Abfälle der Abfallart 190207* entstehen zum einen bei der Abtrennung nicht emulgierter und nicht gelöster Öle und Fette von der wässrigen Phase. Dabei wird der Dichteunterschied zwischen den beiden Medien genutzt, zumeist unterstützt durch Koagulation oder Flotation. Die aufschwimmende öl- bzw. fetthaltige Phase kann - je nach Ausgangsmaterial - weitere organische Verunreinigungen, z. B. Lösemittel, oder anorganische Verunreinigungen, z. B. feindisperse Metallanteile, enthalten. Der Öl- bzw. Fettgehalt liegt allgemein über 90 %.

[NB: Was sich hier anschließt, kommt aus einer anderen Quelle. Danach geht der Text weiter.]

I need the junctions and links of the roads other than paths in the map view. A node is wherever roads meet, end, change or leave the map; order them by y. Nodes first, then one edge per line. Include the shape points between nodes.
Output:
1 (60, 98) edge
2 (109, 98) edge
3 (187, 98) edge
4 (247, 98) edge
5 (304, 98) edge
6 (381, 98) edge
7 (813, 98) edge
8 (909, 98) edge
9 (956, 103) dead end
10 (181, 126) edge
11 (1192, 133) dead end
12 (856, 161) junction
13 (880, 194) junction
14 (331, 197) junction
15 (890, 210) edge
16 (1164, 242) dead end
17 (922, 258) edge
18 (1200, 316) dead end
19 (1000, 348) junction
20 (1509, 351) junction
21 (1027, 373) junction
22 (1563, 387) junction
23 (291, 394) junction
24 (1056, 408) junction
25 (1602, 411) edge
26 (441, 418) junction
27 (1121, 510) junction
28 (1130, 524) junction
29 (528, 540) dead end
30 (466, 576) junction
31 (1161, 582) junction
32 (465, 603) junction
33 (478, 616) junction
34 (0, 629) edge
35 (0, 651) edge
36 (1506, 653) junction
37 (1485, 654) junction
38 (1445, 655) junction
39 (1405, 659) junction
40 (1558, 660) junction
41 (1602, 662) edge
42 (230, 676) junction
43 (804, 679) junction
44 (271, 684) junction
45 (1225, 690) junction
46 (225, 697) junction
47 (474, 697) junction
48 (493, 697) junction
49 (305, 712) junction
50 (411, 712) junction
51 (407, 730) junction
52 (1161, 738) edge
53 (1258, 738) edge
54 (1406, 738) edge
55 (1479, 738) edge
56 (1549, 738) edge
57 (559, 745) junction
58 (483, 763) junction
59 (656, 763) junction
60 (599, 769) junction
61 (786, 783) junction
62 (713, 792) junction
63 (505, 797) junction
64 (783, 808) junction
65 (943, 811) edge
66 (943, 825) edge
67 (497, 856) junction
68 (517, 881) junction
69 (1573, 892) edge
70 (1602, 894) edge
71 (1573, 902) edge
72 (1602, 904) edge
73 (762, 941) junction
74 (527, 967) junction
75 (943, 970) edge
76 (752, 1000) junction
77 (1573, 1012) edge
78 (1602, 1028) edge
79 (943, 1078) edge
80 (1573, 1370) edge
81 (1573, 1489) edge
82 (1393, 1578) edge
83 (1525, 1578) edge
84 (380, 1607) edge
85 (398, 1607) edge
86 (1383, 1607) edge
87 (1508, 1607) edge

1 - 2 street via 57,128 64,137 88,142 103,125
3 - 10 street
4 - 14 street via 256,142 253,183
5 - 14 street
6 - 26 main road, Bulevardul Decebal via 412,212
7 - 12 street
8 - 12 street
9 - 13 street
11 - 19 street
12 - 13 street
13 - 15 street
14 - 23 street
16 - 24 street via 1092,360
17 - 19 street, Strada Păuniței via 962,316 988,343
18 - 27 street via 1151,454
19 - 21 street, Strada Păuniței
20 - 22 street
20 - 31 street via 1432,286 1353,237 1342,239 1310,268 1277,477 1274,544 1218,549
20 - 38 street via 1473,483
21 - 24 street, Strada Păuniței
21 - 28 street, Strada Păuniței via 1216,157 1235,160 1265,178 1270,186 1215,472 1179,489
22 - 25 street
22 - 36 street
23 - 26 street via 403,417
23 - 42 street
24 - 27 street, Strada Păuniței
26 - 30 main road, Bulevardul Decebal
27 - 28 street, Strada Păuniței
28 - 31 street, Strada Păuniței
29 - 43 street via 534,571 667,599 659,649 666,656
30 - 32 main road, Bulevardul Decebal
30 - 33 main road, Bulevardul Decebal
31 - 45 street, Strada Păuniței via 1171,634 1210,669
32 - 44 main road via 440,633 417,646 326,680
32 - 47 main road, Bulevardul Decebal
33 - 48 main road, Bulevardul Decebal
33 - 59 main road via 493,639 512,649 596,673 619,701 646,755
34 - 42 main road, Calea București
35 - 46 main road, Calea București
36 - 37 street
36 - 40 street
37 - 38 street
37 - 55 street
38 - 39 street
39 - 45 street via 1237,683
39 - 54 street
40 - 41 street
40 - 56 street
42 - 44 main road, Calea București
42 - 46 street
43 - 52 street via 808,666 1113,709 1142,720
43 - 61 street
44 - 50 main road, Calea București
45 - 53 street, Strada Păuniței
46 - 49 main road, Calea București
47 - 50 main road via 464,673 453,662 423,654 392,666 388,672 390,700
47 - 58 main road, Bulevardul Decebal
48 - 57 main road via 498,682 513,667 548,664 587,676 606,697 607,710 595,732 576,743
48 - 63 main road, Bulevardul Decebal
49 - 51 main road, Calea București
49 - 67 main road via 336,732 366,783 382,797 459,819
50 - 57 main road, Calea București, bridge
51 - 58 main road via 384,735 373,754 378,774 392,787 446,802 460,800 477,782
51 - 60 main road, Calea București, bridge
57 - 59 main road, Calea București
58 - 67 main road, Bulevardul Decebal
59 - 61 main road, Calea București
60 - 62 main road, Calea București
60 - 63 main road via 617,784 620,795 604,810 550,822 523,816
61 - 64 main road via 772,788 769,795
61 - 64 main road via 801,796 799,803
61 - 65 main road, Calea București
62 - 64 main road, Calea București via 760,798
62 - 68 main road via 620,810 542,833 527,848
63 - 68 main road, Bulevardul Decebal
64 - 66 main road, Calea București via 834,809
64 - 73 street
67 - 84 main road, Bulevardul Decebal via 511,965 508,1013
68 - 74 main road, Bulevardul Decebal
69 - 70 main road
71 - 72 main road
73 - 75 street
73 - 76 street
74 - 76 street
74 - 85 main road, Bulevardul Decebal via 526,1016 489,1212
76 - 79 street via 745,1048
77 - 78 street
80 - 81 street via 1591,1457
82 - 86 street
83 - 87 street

Die zweite Quelle für die Abfallart 190207* ist die Abtrennung der organischen Phase durch physikalische Verfahren, z. B. Membranverfahren (Ultrafiltration, Umkehrosmose), Eindampfung oder Elektrokoagulation. Die anfallenden Konzentrate haben einen Organikgehalt von bis zu 90 % und beinhalten bei Membranverfahren ggf. herkunftsbedingt Salze und Schwermetalle.

Flüssige brennbare Abfälle 190208*/10

Flüssige brennbare Abfälle der Abfallart 190208*/10 können in der chemischen Stufe bei der Spaltung von Emulsionen mit organischen Spaltmitteln, z. B. mit kationischen Polymeren, entstehen. Die aufschwimmende öl- bzw. fetthaltige Phase kann - je nach Ausgangsmaterial - organische Verunreinigungen, z. B. Lösemittel, oder anorganische Verunreinigungen, z. B. feindisperse Metallanteile, enthalten. Der Öl- bzw. Fettgehalt liegt allgemein bei ca. 30 %.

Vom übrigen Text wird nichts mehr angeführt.